Reforzadas por los cánones culturales provenientes de la vieja Europa, las relaciones de poder en nuestra América siempre han supuesto la existencia de un sector dirigente que asume ser capaz de interpretar y de cumplir la voluntad general de los sectores subordinados, mientras la gran mayoría permanece expectante, generalmente reprimida en sus aspiraciones de igualdad social y democracia. Esta visión de la política le permitió a la clase hegemónica ejercer el poder de un modo prácticamente ilimitado, sometiendo a las mayorías a un status permanente de sumisión y de explotación, apenas alterado tras cada disturbio o rebelión armada efectuados por éstas.
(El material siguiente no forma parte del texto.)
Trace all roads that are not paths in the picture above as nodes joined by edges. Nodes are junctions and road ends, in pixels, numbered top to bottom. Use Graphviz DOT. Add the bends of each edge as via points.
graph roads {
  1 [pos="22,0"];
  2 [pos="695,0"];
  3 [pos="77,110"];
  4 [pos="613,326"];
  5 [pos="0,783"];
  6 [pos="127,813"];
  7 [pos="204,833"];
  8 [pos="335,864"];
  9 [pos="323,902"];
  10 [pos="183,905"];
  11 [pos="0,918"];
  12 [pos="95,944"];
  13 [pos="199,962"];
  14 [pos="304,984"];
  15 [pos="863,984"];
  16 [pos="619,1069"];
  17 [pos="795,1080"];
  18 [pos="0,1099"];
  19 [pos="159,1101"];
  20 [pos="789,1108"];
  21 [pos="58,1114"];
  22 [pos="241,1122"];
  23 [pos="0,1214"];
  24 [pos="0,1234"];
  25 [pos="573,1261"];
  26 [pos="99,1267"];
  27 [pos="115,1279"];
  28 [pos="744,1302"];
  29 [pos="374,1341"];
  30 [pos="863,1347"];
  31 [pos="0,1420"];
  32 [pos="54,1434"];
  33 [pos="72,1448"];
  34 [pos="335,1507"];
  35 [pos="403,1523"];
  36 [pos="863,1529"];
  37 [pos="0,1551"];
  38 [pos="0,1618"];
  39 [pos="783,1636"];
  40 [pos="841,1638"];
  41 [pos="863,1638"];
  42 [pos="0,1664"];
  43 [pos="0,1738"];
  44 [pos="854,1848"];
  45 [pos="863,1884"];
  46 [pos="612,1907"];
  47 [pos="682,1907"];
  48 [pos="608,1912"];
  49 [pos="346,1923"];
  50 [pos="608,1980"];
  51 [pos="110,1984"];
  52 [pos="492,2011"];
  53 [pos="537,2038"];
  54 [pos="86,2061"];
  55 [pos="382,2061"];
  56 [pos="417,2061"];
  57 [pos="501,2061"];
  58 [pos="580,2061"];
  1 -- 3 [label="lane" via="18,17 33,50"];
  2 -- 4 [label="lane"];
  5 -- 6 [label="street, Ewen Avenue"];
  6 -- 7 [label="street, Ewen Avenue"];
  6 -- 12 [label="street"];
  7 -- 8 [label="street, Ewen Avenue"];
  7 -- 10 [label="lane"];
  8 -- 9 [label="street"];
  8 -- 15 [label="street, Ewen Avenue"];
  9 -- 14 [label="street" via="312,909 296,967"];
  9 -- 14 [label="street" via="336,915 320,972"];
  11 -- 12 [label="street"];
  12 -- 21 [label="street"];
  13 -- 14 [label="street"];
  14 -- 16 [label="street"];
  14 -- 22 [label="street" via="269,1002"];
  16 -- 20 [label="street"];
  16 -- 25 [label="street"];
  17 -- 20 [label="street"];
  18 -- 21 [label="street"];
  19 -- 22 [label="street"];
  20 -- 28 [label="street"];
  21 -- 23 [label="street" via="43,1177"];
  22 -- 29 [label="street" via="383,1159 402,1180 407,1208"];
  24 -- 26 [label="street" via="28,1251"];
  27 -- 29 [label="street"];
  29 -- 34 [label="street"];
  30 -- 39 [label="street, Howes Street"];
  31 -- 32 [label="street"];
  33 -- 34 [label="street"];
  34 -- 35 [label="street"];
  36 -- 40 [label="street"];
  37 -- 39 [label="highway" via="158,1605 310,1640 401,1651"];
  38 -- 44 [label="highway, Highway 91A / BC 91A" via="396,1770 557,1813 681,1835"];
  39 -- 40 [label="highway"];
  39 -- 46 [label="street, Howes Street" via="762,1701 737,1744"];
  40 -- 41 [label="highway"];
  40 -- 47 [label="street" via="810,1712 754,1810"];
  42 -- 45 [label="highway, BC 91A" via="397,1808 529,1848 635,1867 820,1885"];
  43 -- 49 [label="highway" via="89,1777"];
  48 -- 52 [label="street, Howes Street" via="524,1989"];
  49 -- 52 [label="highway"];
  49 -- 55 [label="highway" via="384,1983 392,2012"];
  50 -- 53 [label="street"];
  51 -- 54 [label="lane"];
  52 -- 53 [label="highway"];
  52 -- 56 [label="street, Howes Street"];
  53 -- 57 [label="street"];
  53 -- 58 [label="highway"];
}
A ello se unió el interés capitalista y geopolítico del imperialismo gringo, fomentando por cualquier vía a su alcance que esta clase dominante manejara todos los resortes del poder, supeditada, por supuesto, a sus dictados imperiales.
Sin embargo, tales relaciones de poder sufren una importante perturbación en las últimas tres décadas, abriendo un mar de contradicciones y de posibilidades de cambio que se mantiene en el tapete. Ya fuese a través de rebeliones cívico-militares, como las ocurridas en Venezuela durante 1992, o rebeliones civiles en Argentina, Ecuador o Bolivia, que precipitaron la caída de los regímenes imperantes en estas naciones, lo cierto es que los sectores populares adquirieron conciencia de su propio destino y se atrevieron a poner en práctica fórmulas que privilegian su participación y protagonismo; cuestión ésta que obligó a Washington a activar y a rediseñar todos sus mecanismos de intervención, logrando escuálidas victorias donde las clases dominantes tienen un mayor control político de las instituciones públicas, incluidas las fuerzas armadas. Muchos estiman suficiente lo logrado hasta ahora. Otros plantean una revolución radical que impida el retorno al pasado.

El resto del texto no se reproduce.